Data listing
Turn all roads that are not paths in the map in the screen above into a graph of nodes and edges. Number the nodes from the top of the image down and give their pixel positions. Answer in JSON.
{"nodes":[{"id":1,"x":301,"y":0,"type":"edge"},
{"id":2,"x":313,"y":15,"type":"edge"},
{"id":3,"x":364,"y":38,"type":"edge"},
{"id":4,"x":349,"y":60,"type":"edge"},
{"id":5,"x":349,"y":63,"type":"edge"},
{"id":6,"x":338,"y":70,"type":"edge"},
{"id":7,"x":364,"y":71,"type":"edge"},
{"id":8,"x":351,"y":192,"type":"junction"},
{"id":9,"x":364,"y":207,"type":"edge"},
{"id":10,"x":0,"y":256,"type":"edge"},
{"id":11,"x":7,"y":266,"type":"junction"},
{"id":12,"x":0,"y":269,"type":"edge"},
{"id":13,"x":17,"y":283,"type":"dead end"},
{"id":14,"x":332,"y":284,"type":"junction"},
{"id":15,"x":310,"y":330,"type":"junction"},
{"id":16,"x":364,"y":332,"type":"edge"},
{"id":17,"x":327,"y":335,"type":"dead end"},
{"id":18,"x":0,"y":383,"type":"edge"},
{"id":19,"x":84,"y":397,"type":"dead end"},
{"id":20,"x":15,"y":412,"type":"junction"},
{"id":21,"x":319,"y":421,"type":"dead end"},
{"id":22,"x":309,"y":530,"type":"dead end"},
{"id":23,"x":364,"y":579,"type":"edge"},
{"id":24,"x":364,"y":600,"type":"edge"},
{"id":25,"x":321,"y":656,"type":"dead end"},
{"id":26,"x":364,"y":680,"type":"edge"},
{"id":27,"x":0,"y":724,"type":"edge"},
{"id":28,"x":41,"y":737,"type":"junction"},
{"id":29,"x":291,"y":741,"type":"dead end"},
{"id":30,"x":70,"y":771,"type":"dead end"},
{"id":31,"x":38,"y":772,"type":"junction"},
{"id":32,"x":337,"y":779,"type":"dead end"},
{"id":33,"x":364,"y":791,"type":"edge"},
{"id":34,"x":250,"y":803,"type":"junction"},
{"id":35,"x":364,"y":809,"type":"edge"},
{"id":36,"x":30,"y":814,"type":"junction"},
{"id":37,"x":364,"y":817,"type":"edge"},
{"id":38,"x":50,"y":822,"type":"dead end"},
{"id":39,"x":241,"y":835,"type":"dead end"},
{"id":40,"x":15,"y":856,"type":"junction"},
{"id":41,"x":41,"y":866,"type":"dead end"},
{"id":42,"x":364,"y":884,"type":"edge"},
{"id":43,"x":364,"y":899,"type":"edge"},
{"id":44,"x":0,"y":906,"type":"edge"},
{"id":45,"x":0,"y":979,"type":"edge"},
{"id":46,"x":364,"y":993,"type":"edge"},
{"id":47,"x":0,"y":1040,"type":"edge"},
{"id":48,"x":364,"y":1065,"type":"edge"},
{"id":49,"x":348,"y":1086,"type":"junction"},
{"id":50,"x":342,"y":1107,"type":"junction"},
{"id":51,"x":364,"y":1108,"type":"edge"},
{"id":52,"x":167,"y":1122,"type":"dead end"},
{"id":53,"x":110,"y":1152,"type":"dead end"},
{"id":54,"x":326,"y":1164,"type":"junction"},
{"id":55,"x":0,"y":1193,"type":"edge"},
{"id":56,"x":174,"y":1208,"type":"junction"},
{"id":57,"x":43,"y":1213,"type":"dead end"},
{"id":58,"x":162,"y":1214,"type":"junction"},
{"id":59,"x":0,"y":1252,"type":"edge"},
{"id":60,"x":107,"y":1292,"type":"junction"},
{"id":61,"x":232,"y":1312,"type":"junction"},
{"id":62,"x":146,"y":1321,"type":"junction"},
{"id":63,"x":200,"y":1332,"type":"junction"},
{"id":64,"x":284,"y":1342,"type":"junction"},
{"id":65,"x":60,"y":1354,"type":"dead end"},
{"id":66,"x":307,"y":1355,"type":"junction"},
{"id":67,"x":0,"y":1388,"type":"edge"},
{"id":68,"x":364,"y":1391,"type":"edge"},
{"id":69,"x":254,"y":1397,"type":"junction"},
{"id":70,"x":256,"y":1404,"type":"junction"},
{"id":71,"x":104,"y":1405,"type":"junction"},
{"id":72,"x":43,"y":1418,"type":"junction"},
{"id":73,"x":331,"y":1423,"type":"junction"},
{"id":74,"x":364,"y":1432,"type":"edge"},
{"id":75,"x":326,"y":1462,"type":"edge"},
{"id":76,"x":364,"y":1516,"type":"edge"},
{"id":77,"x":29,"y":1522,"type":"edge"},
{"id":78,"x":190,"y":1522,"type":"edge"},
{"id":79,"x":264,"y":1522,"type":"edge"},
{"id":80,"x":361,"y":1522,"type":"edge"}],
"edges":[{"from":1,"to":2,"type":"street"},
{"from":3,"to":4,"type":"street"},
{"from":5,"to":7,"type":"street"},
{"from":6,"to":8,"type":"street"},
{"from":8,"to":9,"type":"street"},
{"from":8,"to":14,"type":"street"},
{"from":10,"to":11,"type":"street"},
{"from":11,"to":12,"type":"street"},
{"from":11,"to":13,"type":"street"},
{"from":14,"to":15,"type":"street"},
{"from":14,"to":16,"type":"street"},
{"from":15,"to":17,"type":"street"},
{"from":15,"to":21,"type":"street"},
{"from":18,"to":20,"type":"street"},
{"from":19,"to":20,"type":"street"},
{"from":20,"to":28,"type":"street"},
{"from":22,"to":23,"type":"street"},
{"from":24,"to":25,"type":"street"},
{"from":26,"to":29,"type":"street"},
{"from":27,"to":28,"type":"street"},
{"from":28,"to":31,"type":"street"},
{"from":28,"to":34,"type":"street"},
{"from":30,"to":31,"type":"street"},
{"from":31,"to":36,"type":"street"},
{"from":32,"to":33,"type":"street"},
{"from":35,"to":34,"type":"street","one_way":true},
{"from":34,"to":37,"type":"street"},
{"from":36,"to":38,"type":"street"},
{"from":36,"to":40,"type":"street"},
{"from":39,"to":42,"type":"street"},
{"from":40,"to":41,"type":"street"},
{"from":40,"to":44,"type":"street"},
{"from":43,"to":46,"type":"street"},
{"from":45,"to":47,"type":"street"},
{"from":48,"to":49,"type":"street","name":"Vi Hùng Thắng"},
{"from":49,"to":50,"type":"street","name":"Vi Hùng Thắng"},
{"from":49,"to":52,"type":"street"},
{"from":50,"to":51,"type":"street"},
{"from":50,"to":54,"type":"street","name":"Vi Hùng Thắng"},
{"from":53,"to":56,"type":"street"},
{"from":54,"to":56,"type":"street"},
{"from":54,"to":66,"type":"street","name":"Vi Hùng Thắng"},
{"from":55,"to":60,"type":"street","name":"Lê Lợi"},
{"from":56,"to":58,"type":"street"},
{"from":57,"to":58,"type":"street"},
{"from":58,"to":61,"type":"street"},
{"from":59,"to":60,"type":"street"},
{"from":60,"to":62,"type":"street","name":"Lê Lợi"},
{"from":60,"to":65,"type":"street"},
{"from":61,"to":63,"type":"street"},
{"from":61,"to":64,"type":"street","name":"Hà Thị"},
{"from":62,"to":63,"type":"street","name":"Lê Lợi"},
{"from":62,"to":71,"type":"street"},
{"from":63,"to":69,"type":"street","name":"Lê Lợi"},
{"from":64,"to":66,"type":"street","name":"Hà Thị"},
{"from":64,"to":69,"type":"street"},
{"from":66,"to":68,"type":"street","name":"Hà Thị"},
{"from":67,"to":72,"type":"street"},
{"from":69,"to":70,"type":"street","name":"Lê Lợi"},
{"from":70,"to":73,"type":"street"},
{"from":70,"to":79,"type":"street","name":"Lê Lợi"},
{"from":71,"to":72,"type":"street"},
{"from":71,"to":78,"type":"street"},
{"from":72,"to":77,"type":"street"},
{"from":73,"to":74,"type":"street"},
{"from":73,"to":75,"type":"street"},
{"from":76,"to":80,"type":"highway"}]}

Task description
Reading down the material above, count how many lines contain the word "Hùng". Respond with the number by itself.

Solution to the exercise
4